Search the records for the string "Pieter", and show each line where it appears.

Data for the task =>

--------------------

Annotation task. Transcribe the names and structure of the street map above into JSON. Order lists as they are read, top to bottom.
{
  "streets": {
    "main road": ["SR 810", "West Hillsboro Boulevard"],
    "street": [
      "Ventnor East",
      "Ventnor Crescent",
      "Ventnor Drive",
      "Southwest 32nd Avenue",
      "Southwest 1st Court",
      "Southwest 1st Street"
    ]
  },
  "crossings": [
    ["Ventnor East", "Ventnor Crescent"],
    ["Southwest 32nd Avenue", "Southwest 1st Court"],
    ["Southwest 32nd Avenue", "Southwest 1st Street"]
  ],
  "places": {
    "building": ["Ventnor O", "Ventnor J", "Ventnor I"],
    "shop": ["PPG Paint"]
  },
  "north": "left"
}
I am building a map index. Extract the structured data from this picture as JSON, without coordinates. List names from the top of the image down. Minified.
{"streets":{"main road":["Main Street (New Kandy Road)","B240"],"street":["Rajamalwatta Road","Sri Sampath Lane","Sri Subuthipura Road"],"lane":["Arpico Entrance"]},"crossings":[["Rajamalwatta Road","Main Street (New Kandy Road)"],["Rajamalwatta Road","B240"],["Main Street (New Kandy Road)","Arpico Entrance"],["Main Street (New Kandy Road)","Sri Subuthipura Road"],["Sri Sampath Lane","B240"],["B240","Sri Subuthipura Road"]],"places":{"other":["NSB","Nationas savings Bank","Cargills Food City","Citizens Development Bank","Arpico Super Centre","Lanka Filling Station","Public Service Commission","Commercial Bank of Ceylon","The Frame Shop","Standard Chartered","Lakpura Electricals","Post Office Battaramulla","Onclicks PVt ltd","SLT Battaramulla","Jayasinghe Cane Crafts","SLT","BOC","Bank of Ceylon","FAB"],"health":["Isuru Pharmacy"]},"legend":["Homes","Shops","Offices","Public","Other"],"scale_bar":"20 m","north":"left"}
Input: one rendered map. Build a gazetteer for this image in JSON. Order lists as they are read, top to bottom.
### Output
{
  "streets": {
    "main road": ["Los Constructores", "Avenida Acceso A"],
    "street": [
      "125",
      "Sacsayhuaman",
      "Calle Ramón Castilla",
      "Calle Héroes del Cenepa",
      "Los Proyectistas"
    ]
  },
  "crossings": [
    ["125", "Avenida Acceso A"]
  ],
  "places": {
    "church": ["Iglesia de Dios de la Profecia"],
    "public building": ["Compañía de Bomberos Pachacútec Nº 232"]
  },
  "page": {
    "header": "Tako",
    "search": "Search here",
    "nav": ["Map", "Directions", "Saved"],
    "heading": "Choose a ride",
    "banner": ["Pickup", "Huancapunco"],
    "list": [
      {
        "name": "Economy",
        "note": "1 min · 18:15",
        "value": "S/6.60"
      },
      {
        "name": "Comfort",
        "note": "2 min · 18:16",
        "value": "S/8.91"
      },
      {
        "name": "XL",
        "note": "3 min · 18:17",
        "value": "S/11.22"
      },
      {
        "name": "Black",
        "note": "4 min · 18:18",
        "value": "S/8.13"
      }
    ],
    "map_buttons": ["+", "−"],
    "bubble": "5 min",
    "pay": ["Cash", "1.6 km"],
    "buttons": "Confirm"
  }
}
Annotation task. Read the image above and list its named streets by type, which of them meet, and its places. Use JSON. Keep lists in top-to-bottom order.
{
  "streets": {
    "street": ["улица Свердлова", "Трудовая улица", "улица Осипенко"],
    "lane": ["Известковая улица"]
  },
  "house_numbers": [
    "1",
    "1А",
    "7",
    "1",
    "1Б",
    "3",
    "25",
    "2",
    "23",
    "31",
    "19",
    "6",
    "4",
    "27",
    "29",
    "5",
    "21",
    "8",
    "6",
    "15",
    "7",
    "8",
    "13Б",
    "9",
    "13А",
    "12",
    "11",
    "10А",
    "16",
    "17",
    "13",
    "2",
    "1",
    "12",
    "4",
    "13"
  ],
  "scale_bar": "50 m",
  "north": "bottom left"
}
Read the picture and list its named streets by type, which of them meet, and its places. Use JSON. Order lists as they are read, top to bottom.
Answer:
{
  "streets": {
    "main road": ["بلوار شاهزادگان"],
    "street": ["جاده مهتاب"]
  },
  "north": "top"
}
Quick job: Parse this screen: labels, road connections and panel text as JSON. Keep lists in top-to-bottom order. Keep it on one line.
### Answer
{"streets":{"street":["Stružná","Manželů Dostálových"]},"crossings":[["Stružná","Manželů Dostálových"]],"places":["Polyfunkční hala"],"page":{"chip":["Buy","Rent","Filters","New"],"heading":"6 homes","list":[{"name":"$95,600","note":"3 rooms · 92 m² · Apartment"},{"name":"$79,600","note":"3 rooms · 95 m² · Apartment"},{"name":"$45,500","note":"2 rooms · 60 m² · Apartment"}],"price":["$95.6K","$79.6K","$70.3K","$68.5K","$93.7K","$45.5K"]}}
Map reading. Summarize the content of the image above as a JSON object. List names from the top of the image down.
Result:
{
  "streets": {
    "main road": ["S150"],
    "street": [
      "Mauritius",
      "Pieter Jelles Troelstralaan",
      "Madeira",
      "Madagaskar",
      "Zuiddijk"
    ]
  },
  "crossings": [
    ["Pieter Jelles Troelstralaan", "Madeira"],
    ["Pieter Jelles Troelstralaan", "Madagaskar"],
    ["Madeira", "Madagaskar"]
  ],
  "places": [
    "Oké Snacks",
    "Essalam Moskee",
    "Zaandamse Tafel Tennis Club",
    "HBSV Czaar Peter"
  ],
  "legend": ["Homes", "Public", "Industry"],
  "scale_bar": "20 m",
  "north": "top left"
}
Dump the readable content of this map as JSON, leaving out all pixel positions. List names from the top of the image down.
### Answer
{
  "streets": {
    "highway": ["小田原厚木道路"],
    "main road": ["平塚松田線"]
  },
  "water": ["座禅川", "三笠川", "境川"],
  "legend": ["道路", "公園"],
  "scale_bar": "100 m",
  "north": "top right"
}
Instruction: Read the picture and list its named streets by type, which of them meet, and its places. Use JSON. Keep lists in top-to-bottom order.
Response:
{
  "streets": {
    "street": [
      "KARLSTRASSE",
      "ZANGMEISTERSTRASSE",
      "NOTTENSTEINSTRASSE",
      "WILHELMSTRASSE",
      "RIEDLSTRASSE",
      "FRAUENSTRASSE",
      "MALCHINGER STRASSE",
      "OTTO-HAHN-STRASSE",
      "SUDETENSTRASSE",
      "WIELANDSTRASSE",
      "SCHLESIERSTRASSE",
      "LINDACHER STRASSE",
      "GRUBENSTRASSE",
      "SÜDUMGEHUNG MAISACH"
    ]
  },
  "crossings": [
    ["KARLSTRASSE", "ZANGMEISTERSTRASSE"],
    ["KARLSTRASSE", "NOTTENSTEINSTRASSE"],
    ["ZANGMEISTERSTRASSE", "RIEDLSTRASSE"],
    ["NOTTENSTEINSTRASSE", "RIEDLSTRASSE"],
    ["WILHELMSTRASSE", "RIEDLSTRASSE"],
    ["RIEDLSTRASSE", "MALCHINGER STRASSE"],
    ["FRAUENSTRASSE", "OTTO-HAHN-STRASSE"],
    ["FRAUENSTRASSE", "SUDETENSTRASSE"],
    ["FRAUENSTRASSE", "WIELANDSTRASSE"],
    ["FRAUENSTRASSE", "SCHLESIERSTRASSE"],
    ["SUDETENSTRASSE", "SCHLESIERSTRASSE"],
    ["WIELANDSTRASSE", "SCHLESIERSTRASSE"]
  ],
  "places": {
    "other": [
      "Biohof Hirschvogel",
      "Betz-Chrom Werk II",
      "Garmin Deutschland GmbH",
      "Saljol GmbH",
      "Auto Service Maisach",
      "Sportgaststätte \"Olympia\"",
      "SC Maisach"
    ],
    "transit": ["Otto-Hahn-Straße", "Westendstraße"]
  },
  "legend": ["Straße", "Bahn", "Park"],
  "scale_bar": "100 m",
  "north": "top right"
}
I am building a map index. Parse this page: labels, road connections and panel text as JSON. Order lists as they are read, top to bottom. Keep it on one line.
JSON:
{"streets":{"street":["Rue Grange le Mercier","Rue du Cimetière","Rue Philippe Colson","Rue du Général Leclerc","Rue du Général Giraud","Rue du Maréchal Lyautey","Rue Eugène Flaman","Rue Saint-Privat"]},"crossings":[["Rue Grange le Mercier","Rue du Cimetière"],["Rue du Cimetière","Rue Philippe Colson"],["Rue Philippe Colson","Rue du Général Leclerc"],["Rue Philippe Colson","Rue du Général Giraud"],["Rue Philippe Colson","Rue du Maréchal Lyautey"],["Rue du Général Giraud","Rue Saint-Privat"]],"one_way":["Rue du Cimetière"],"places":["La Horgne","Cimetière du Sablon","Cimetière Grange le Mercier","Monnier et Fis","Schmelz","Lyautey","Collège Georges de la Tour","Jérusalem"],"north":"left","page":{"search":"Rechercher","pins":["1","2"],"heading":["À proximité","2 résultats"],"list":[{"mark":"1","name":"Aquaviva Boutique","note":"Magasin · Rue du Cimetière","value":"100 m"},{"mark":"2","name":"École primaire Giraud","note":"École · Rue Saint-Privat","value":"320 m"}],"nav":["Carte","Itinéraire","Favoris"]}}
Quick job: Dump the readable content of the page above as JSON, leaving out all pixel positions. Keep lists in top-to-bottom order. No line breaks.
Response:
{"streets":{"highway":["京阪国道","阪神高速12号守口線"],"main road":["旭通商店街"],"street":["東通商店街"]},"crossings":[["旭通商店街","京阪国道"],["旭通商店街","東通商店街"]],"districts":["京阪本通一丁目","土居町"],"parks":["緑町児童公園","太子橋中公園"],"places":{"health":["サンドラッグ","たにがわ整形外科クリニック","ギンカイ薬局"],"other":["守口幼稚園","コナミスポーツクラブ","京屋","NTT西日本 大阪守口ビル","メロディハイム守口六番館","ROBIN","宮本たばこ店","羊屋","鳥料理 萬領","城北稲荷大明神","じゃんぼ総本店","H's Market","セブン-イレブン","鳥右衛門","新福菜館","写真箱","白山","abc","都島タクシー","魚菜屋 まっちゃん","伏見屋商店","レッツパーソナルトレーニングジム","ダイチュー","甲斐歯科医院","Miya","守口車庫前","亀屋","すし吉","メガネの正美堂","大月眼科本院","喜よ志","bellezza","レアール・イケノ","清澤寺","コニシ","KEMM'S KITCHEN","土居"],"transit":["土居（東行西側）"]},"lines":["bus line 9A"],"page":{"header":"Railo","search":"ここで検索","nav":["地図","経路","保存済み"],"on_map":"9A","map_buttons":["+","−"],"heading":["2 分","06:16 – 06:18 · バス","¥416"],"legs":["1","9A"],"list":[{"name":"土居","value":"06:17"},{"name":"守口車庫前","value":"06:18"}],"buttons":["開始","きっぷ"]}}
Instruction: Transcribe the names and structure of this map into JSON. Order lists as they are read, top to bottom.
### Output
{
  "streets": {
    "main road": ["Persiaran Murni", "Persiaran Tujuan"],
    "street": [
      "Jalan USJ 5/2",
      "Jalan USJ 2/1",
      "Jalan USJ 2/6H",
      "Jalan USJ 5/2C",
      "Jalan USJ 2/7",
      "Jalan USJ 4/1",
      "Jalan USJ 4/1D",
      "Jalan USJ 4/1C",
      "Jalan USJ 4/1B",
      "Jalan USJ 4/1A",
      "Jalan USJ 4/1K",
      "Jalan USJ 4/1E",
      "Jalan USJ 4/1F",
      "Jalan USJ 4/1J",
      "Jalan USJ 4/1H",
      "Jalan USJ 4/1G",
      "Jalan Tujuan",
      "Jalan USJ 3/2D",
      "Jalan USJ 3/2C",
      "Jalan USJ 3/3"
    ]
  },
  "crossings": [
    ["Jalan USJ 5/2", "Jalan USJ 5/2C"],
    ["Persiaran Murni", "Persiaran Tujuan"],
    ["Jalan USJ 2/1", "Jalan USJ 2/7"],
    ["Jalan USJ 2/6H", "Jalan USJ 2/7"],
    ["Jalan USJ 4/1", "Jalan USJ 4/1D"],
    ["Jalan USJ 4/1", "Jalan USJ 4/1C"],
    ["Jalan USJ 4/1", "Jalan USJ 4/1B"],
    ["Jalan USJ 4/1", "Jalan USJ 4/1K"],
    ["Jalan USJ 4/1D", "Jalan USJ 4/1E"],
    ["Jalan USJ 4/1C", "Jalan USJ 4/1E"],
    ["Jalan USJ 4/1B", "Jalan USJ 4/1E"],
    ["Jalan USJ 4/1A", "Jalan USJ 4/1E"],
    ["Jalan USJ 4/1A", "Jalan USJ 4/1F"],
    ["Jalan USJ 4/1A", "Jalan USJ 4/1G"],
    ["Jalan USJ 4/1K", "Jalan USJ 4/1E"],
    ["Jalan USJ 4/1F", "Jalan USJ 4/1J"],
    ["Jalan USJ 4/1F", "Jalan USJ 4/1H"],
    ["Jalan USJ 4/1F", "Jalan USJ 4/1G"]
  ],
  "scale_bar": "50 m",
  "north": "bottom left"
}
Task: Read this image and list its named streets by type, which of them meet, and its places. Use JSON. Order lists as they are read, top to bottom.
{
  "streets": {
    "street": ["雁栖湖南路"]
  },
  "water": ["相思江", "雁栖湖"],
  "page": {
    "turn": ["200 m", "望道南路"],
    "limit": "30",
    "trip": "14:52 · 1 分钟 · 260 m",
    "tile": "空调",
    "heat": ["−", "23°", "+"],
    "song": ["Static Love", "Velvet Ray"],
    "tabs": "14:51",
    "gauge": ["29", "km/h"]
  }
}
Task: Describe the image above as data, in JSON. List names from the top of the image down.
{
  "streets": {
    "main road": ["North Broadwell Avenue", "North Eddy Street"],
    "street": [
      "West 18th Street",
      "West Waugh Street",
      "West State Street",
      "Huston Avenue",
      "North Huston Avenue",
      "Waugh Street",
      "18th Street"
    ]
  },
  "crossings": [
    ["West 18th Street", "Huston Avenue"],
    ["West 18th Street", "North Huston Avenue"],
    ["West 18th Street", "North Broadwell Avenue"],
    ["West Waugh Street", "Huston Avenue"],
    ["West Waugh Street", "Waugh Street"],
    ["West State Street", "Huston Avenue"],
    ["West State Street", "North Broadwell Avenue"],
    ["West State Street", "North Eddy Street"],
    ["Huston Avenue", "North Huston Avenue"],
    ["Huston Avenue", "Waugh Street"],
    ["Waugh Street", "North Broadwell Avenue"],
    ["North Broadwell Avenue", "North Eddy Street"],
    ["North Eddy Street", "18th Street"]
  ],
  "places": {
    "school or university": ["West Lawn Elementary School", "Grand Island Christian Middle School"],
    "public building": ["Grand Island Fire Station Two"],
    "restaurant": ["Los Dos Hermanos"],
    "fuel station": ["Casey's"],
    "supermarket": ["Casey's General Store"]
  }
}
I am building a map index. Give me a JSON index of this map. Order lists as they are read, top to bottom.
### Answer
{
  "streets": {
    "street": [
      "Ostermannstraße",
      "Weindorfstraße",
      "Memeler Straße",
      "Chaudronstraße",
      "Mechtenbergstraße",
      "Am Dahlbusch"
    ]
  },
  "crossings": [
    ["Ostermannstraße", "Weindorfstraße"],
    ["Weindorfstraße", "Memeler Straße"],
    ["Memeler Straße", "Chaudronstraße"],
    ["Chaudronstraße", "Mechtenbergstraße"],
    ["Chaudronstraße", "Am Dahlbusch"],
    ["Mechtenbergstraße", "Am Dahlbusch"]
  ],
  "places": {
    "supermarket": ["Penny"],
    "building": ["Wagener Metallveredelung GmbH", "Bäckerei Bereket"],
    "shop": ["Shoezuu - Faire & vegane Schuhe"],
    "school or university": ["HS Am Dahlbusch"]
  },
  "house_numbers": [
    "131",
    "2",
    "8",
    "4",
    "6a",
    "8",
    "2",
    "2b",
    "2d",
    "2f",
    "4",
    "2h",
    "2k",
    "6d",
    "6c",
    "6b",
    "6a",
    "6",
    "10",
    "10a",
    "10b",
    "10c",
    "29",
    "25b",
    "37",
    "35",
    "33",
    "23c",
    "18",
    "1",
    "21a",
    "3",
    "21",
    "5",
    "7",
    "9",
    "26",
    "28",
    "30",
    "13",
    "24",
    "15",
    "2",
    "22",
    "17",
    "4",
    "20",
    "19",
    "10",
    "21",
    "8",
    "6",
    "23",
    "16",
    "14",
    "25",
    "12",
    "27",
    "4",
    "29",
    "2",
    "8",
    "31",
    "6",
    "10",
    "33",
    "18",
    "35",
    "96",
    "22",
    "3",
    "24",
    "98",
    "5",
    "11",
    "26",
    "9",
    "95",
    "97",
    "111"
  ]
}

--------------------

Solution to this task =>
      "Pieter Jelles Troelstralaan",
    ["Pieter Jelles Troelstralaan", "Madeira"],
    ["Pieter Jelles Troelstralaan", "Madagaskar"],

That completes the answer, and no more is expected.